Problem.
Produce a verbatim transcript of the entries below, excluding pictures.

Records provided.

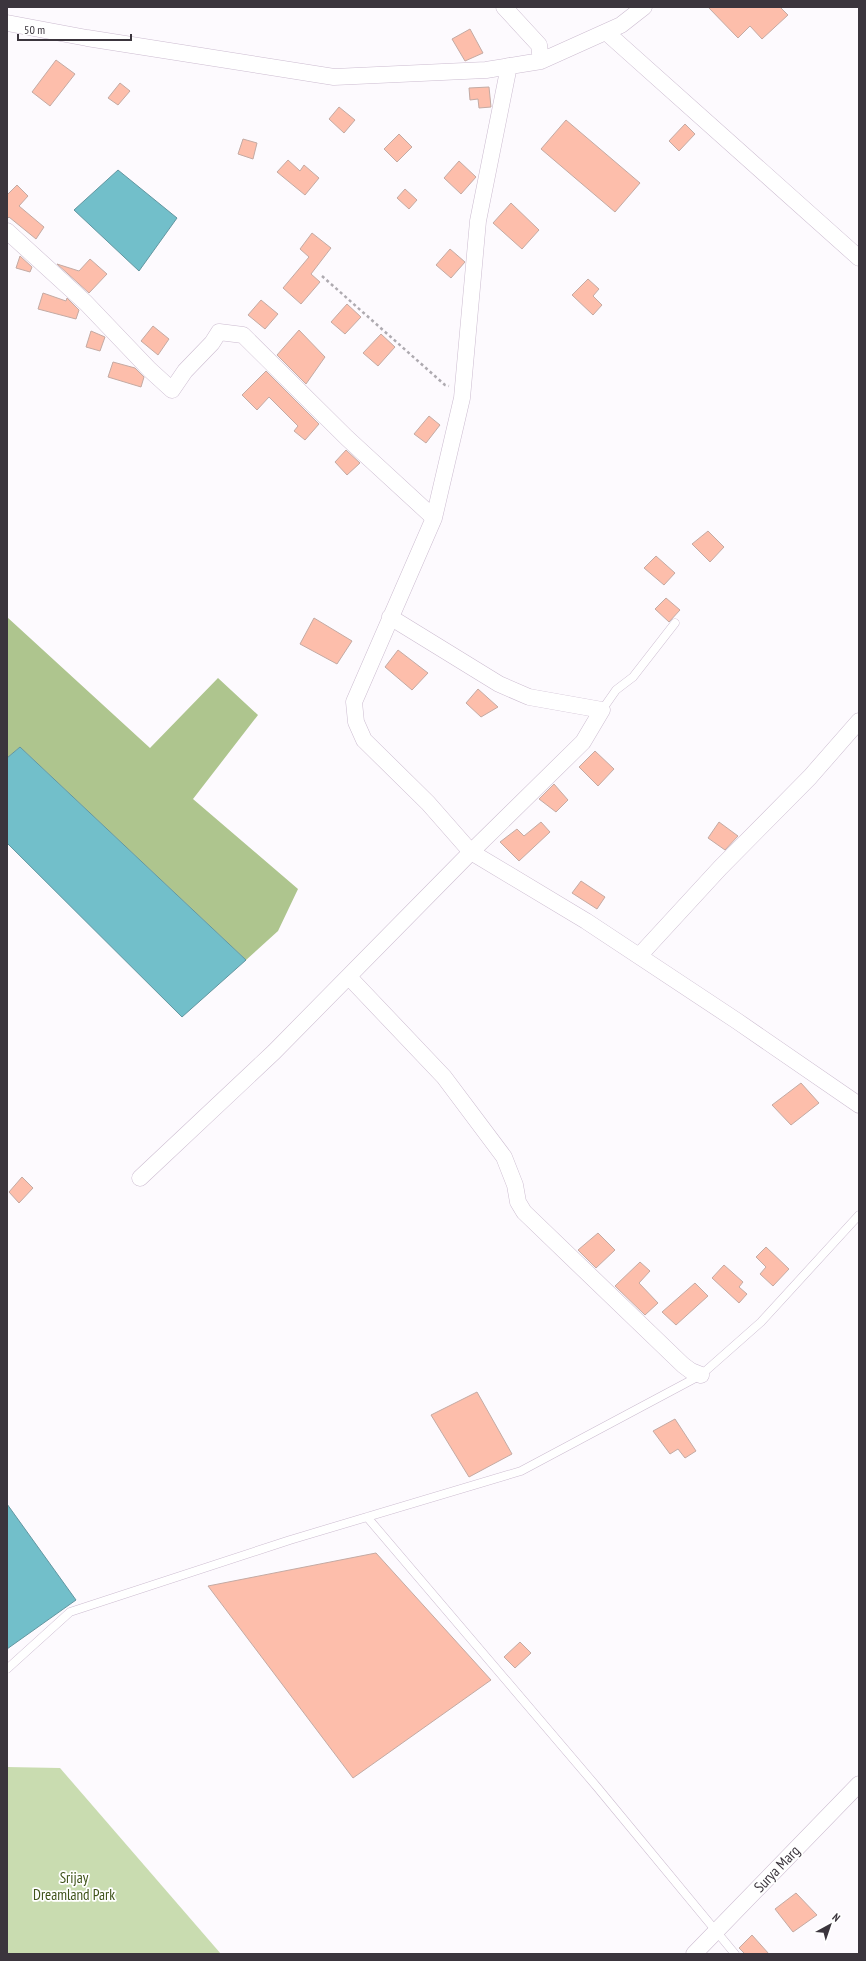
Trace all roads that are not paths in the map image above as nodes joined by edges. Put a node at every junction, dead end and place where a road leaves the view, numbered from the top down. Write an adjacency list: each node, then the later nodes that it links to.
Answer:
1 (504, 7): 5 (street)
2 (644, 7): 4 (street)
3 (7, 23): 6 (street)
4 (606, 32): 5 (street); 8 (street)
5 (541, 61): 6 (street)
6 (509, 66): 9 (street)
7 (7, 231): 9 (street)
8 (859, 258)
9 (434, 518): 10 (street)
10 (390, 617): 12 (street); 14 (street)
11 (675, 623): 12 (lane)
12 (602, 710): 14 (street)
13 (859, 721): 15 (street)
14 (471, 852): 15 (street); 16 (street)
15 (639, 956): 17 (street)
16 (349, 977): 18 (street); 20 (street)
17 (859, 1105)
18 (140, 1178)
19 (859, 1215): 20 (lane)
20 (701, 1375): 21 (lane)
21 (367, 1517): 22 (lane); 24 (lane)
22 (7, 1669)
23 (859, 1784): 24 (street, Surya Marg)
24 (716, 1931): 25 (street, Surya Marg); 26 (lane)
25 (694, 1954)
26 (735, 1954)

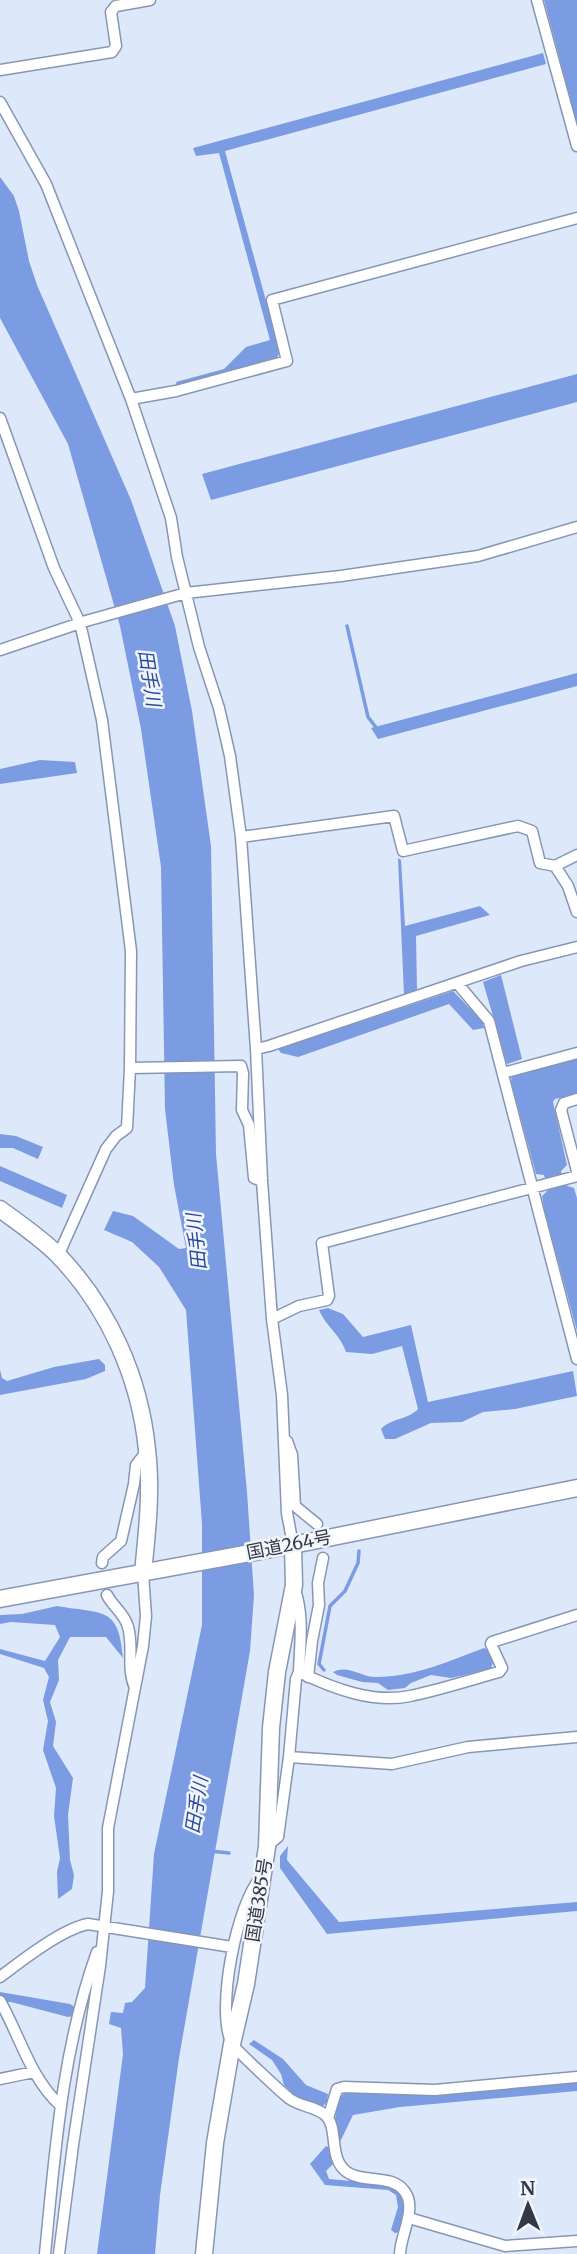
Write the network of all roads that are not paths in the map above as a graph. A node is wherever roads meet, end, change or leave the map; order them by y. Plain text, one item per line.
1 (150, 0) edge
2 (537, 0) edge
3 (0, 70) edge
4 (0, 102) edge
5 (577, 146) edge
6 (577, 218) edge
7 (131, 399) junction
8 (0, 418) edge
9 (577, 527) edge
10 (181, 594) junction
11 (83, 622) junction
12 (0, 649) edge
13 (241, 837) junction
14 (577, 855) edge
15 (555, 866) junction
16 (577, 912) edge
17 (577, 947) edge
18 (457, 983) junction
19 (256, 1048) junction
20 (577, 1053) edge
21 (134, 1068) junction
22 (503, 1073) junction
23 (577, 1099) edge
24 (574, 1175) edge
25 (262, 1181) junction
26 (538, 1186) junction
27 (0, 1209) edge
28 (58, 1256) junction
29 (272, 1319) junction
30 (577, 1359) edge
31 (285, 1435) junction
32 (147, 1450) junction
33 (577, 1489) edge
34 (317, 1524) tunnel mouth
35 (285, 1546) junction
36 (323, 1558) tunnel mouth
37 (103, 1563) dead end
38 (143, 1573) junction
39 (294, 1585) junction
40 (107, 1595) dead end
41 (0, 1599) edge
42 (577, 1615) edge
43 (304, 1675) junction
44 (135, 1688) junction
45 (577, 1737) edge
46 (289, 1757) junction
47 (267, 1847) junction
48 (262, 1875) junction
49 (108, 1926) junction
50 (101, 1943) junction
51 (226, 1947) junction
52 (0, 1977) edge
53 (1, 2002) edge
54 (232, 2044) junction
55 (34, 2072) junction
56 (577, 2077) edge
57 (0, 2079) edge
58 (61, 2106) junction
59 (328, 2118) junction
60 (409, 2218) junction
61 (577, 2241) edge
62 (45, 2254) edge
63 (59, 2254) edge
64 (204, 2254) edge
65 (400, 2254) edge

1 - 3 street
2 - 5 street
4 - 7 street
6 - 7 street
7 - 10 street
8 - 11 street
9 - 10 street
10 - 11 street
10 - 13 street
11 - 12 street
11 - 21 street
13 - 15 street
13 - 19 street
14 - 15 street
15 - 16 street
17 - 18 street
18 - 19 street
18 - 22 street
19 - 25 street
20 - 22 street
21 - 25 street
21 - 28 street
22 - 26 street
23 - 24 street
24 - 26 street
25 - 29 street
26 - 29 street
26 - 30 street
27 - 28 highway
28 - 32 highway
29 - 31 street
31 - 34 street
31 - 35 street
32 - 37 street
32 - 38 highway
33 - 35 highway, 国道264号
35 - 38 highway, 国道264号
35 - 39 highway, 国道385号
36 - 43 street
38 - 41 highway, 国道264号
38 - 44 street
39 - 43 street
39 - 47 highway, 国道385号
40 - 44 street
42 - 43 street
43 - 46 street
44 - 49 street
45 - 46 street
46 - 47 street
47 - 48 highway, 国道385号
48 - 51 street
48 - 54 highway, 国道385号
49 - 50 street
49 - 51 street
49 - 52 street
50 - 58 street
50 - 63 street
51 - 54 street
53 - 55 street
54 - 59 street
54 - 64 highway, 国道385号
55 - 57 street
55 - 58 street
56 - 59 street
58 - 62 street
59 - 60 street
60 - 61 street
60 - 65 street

Solution for this task.
Trace all roads that are not paths in the map image above as nodes joined by edges. Put a node at every junction, dead end and place where a road leaves the view, numbered from the top down. Write an adjacency list: each node, then the later nodes that it links to.
Answer:
1 (504, 7): 5 (street)
2 (644, 7): 4 (street)
3 (7, 23): 6 (street)
4 (606, 32): 5 (street); 8 (street)
5 (541, 61): 6 (street)
6 (509, 66): 9 (street)
7 (7, 231): 9 (street)
8 (859, 258)
9 (434, 518): 10 (street)
10 (390, 617): 12 (street); 14 (street)
11 (675, 623): 12 (lane)
12 (602, 710): 14 (street)
13 (859, 721): 15 (street)
14 (471, 852): 15 (street); 16 (street)
15 (639, 956): 17 (street)
16 (349, 977): 18 (street); 20 (street)
17 (859, 1105)
18 (140, 1178)
19 (859, 1215): 20 (lane)
20 (701, 1375): 21 (lane)
21 (367, 1517): 22 (lane); 24 (lane)
22 (7, 1669)
23 (859, 1784): 24 (street, Surya Marg)
24 (716, 1931): 25 (street, Surya Marg); 26 (lane)
25 (694, 1954)
26 (735, 1954)

Write the network of all roads that are not paths in the map above as a graph. A node is wherever roads meet, end, change or leave the map; order them by y. Plain text, one item per line.
1 (150, 0) edge
2 (537, 0) edge
3 (0, 70) edge
4 (0, 102) edge
5 (577, 146) edge
6 (577, 218) edge
7 (131, 399) junction
8 (0, 418) edge
9 (577, 527) edge
10 (181, 594) junction
11 (83, 622) junction
12 (0, 649) edge
13 (241, 837) junction
14 (577, 855) edge
15 (555, 866) junction
16 (577, 912) edge
17 (577, 947) edge
18 (457, 983) junction
19 (256, 1048) junction
20 (577, 1053) edge
21 (134, 1068) junction
22 (503, 1073) junction
23 (577, 1099) edge
24 (574, 1175) edge
25 (262, 1181) junction
26 (538, 1186) junction
27 (0, 1209) edge
28 (58, 1256) junction
29 (272, 1319) junction
30 (577, 1359) edge
31 (285, 1435) junction
32 (147, 1450) junction
33 (577, 1489) edge
34 (317, 1524) tunnel mouth
35 (285, 1546) junction
36 (323, 1558) tunnel mouth
37 (103, 1563) dead end
38 (143, 1573) junction
39 (294, 1585) junction
40 (107, 1595) dead end
41 (0, 1599) edge
42 (577, 1615) edge
43 (304, 1675) junction
44 (135, 1688) junction
45 (577, 1737) edge
46 (289, 1757) junction
47 (267, 1847) junction
48 (262, 1875) junction
49 (108, 1926) junction
50 (101, 1943) junction
51 (226, 1947) junction
52 (0, 1977) edge
53 (1, 2002) edge
54 (232, 2044) junction
55 (34, 2072) junction
56 (577, 2077) edge
57 (0, 2079) edge
58 (61, 2106) junction
59 (328, 2118) junction
60 (409, 2218) junction
61 (577, 2241) edge
62 (45, 2254) edge
63 (59, 2254) edge
64 (204, 2254) edge
65 (400, 2254) edge

1 - 3 street
2 - 5 street
4 - 7 street
6 - 7 street
7 - 10 street
8 - 11 street
9 - 10 street
10 - 11 street
10 - 13 street
11 - 12 street
11 - 21 street
13 - 15 street
13 - 19 street
14 - 15 street
15 - 16 street
17 - 18 street
18 - 19 street
18 - 22 street
19 - 25 street
20 - 22 street
21 - 25 street
21 - 28 street
22 - 26 street
23 - 24 street
24 - 26 street
25 - 29 street
26 - 29 street
26 - 30 street
27 - 28 highway
28 - 32 highway
29 - 31 street
31 - 34 street
31 - 35 street
32 - 37 street
32 - 38 highway
33 - 35 highway, 国道264号
35 - 38 highway, 国道264号
35 - 39 highway, 国道385号
36 - 43 street
38 - 41 highway, 国道264号
38 - 44 street
39 - 43 street
39 - 47 highway, 国道385号
40 - 44 street
42 - 43 street
43 - 46 street
44 - 49 street
45 - 46 street
46 - 47 street
47 - 48 highway, 国道385号
48 - 51 street
48 - 54 highway, 国道385号
49 - 50 street
49 - 51 street
49 - 52 street
50 - 58 street
50 - 63 street
51 - 54 street
53 - 55 street
54 - 59 street
54 - 64 highway, 国道385号
55 - 57 street
55 - 58 street
56 - 59 street
58 - 62 street
59 - 60 street
60 - 61 street
60 - 65 street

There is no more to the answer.